A practical approach to language complexity: a Wikipedia case study
Taha Yasseri, Andr\'as Kornai, and J\'anos Kert\'esz

TL;DR
This study empirically compares language complexity in Simple and Main English Wikipedia, revealing that simpler articles mainly use shorter sentences rather than simpler vocabulary or syntax, with complexity varying by topic and controversy.
Contribution
It provides a detailed empirical analysis of language complexity differences between Simple and Main Wikipedia, highlighting sentence length as a key factor and exploring topical and conflict-related variations.
Findings
Simple Wikipedia uses shorter sentences than Main Wikipedia.
Vocabulary richness is similar in both Wikipedia versions.

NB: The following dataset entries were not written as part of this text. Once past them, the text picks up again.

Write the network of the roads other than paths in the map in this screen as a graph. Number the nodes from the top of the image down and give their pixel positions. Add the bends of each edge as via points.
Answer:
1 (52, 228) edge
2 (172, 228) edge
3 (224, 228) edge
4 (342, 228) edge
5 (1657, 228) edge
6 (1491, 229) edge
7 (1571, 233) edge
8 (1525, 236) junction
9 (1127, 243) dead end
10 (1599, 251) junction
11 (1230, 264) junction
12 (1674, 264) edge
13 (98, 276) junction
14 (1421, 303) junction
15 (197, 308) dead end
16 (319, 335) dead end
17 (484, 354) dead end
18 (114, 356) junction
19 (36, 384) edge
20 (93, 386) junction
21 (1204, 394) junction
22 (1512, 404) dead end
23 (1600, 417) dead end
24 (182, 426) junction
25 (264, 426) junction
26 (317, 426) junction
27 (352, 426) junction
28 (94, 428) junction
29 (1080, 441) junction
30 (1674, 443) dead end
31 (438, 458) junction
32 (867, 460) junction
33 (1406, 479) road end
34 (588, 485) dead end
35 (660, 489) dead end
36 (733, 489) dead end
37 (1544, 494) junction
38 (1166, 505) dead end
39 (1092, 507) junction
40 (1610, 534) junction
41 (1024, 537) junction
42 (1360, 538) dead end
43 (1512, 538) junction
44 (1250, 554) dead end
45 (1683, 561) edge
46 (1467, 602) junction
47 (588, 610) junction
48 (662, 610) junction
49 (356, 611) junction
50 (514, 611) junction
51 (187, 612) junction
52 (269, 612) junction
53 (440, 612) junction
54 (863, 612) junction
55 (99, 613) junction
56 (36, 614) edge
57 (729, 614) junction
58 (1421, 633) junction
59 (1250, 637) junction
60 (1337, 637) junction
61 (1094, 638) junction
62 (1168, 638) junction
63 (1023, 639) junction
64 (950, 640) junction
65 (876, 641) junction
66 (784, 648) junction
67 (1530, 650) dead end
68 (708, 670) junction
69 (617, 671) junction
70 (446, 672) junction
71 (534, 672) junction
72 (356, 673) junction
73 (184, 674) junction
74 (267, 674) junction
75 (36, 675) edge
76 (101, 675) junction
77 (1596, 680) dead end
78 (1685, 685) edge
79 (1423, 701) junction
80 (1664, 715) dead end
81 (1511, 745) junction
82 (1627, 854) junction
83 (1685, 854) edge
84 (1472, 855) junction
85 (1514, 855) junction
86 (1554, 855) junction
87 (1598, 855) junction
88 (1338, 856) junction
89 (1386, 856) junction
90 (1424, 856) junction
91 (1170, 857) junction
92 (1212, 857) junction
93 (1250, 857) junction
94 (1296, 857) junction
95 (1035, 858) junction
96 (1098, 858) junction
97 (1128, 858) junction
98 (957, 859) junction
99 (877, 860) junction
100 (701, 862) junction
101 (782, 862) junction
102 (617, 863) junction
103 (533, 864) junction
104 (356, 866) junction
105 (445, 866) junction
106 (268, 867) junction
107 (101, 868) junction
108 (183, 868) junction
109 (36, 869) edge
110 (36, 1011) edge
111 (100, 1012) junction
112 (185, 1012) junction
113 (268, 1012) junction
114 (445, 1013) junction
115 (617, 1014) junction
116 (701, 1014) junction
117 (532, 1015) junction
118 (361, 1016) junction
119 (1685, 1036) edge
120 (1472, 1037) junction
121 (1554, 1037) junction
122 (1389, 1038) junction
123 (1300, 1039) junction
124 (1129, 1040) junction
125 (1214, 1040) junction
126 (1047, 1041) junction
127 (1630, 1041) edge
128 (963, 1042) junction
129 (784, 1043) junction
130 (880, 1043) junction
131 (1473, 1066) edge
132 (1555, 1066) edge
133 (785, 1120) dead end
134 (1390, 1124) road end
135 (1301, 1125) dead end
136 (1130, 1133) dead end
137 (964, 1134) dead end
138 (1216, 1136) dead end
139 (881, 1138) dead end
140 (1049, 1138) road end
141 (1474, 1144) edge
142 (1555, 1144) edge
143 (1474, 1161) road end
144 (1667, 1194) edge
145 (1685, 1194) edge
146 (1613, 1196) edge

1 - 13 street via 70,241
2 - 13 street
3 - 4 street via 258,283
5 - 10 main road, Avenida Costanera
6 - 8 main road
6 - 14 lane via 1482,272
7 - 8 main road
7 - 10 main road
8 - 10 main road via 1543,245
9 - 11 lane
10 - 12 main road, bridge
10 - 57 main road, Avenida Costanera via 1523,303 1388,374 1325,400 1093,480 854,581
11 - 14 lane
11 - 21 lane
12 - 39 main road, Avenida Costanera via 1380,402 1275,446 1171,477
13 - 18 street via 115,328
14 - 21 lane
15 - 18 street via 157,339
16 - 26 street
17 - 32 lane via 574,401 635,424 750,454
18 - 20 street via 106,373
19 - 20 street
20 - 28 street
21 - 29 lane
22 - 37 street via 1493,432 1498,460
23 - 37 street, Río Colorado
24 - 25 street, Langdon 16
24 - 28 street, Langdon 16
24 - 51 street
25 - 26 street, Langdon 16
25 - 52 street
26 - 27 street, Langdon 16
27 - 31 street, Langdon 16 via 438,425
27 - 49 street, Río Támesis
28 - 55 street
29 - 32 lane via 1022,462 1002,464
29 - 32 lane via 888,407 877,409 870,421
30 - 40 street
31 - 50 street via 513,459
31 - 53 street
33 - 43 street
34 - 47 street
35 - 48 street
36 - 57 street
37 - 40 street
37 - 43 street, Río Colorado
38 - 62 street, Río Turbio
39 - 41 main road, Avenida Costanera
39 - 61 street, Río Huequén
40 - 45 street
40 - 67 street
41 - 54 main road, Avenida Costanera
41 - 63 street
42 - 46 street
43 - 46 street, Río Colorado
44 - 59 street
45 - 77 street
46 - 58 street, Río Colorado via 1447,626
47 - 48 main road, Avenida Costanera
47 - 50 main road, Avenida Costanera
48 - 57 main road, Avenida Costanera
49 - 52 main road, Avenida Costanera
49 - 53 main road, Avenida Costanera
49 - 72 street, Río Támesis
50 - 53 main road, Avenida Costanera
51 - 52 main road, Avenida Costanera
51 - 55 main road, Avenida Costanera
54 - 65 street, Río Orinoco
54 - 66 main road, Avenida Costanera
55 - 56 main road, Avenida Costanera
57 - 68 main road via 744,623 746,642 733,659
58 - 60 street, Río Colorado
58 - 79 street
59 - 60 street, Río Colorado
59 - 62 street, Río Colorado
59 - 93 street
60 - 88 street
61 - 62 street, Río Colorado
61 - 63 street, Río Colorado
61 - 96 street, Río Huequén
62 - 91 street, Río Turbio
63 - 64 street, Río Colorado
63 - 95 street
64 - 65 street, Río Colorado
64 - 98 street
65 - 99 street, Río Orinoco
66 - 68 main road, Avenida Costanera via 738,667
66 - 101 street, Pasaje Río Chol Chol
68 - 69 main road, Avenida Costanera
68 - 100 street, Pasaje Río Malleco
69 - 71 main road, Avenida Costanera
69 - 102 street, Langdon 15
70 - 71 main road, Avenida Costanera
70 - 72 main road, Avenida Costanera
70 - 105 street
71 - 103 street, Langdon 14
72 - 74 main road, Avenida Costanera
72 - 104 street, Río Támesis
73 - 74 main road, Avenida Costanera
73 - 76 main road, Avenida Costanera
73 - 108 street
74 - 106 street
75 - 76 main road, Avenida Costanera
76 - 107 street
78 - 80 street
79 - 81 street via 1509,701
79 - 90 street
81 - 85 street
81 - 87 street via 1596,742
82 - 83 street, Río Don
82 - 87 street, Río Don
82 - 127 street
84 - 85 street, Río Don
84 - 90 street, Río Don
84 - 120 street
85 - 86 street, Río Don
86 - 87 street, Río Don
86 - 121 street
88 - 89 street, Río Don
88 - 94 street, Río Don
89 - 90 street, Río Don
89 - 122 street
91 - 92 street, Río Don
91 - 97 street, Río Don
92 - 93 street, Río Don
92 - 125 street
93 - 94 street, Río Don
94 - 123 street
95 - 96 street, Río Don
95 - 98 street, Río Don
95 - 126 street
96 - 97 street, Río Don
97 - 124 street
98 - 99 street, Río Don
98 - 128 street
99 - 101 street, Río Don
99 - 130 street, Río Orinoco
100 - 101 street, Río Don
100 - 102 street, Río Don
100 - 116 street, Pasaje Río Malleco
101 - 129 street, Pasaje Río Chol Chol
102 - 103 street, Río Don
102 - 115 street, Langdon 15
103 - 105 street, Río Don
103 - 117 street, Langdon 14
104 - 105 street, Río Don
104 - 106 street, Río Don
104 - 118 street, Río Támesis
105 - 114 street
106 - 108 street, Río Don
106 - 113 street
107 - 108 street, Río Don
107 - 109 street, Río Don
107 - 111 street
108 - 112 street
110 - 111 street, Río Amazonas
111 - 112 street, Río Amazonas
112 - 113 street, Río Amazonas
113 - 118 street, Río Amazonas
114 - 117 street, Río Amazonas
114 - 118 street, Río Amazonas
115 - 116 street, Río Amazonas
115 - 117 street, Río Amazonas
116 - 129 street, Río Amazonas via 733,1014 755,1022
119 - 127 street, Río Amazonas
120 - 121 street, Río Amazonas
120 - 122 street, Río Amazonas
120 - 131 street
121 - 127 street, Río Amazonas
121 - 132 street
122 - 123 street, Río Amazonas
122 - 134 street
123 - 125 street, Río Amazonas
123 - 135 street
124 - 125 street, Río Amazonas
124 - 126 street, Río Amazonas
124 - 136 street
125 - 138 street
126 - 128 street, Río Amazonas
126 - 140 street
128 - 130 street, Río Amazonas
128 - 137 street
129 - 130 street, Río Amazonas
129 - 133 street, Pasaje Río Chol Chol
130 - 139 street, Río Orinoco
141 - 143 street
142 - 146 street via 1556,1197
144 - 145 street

Controversial articles tend to have less complex language.
Abstract
In this paper we present statistical analysis of English texts from Wikipedia. We try to address the issue of language complexity empirically by comparing the simple English Wikipedia (Simple) to comparable samples of the main English Wikipedia (Main). Simple is supposed to use a more simplified language with a limited vocabulary, and editors are explicitly requested to follow this guideline, yet in practice the vocabulary richness of both samples are at the same level. Detailed analysis of longer units (n-grams of words and part of speech tags) shows that the language of Simple is less complex than that of Main primarily due to the use of shorter sentences, as opposed to drastically simplified syntax or vocabulary. Comparing the two language varieties by the Gunning readability index supports this conclusion. We also report on the topical dependence of language complexity, e.g. that…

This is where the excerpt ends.